| WHAT IS REQUIRED |
For this exercise, copy each line of the records that contains the word "Left".

(Human keypoint data)
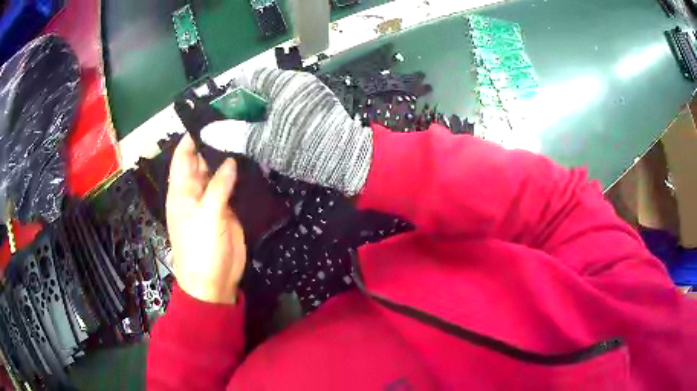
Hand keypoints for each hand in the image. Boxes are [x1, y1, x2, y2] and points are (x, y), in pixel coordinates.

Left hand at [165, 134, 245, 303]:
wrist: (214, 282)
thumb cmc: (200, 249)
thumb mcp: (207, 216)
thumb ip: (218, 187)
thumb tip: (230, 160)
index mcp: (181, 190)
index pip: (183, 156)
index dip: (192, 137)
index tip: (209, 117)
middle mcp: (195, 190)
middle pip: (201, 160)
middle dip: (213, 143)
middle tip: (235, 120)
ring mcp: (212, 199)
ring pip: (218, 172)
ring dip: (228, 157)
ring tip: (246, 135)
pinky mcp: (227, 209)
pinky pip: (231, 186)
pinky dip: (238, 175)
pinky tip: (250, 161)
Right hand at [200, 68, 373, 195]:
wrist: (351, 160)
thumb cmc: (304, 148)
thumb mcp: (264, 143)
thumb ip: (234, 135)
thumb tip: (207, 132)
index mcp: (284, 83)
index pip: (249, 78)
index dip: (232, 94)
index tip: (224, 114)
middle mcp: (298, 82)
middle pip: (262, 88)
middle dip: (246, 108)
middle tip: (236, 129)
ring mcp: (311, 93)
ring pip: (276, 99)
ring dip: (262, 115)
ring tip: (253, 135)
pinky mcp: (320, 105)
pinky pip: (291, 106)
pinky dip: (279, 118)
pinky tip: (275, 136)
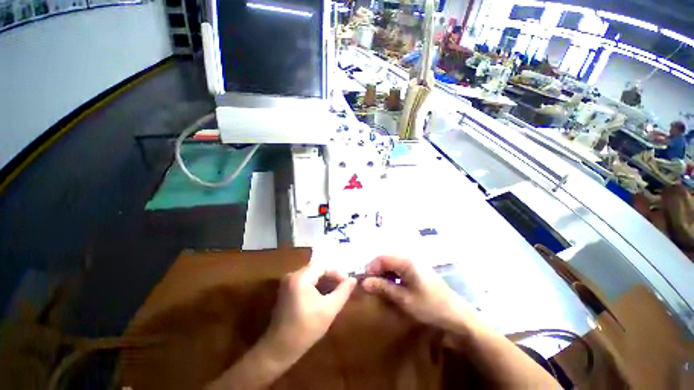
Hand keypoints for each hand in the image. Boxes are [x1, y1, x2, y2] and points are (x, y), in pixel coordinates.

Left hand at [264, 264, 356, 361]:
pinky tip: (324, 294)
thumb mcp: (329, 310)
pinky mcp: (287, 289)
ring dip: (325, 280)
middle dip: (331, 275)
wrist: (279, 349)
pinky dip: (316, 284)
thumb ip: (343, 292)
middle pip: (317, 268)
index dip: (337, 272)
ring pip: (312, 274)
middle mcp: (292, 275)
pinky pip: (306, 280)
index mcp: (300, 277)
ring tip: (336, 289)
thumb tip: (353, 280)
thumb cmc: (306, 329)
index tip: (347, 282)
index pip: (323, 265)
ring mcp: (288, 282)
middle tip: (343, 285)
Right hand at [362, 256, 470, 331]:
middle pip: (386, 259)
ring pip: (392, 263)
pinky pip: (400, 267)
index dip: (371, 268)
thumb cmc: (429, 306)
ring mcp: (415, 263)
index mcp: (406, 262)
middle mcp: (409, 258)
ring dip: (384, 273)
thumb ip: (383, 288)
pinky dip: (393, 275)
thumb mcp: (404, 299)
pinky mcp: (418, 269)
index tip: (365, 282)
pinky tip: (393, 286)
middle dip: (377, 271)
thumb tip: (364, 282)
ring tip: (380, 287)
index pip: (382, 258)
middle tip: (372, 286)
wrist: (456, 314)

==

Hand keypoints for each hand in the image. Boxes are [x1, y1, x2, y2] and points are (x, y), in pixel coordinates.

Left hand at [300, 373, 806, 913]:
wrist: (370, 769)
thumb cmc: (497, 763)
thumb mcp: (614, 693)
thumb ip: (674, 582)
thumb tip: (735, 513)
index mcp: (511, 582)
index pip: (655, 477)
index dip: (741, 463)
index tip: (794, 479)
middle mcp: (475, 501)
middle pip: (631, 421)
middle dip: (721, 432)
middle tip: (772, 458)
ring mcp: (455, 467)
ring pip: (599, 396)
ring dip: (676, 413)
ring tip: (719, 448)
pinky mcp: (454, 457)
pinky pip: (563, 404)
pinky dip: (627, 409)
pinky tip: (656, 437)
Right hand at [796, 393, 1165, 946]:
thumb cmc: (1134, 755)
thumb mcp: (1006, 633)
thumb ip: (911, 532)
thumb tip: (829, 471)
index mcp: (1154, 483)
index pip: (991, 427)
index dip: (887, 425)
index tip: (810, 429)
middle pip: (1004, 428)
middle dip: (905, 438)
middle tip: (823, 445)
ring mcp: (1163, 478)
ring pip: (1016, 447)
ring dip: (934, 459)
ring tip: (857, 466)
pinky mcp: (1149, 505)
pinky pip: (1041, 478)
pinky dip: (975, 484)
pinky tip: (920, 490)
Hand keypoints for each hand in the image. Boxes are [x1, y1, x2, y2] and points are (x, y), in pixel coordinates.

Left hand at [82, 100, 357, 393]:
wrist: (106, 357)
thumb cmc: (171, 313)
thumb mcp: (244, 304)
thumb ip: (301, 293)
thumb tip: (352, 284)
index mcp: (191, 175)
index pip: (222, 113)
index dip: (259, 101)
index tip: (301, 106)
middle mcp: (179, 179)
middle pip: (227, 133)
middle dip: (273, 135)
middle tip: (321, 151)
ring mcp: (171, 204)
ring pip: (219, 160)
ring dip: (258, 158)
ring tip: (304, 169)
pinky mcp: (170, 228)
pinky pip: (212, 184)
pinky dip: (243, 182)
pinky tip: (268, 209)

...

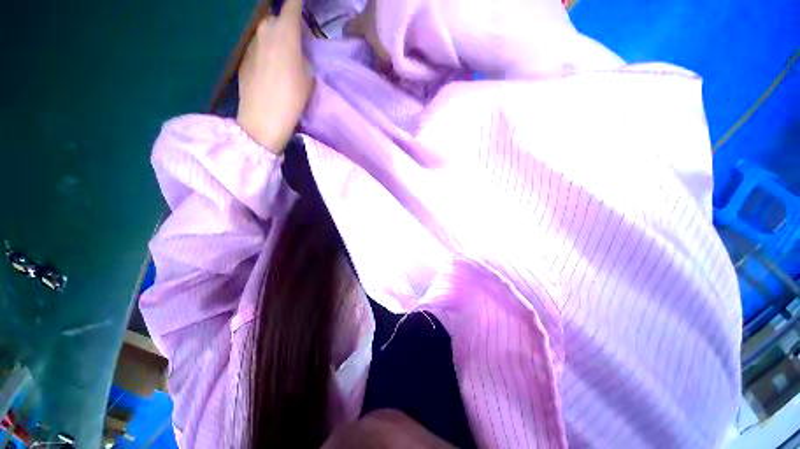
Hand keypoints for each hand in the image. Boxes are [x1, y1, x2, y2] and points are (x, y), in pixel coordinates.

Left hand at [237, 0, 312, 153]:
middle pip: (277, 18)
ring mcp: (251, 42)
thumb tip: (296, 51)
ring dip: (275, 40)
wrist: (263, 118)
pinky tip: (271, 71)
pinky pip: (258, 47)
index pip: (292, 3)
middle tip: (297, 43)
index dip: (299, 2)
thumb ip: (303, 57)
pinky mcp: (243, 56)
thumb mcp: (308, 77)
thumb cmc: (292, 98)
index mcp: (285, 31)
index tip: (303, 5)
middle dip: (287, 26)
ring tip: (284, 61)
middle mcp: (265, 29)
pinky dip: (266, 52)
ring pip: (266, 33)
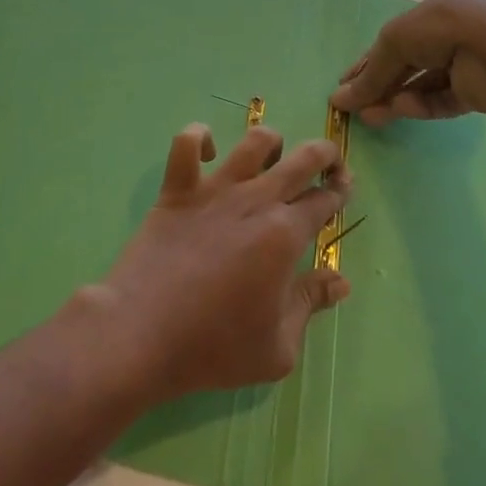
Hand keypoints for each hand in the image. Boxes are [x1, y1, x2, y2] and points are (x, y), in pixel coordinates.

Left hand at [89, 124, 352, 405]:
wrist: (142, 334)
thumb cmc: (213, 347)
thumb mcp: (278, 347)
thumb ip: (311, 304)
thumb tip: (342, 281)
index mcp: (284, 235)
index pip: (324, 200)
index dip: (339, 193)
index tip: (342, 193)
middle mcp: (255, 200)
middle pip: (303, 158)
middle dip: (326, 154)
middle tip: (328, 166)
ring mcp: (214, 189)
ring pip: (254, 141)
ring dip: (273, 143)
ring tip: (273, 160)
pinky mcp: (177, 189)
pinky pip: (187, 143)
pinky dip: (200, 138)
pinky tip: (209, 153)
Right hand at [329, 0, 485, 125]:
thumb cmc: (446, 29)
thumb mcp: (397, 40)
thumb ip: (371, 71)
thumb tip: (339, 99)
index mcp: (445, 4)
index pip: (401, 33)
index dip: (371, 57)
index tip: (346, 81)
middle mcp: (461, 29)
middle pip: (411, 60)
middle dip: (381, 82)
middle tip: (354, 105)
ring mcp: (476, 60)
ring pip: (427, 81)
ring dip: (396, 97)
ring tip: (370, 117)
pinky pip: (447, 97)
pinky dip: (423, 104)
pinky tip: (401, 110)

| WRITTEN SOLUTION |
Left hand at [165, 134, 245, 303]:
Left hand at [264, 264, 356, 361]:
Left hand at [300, 373, 806, 913]:
Left hand at [82, 100, 357, 393]:
Left hand at [237, 0, 312, 153]:
Left hand at [89, 124, 352, 405]:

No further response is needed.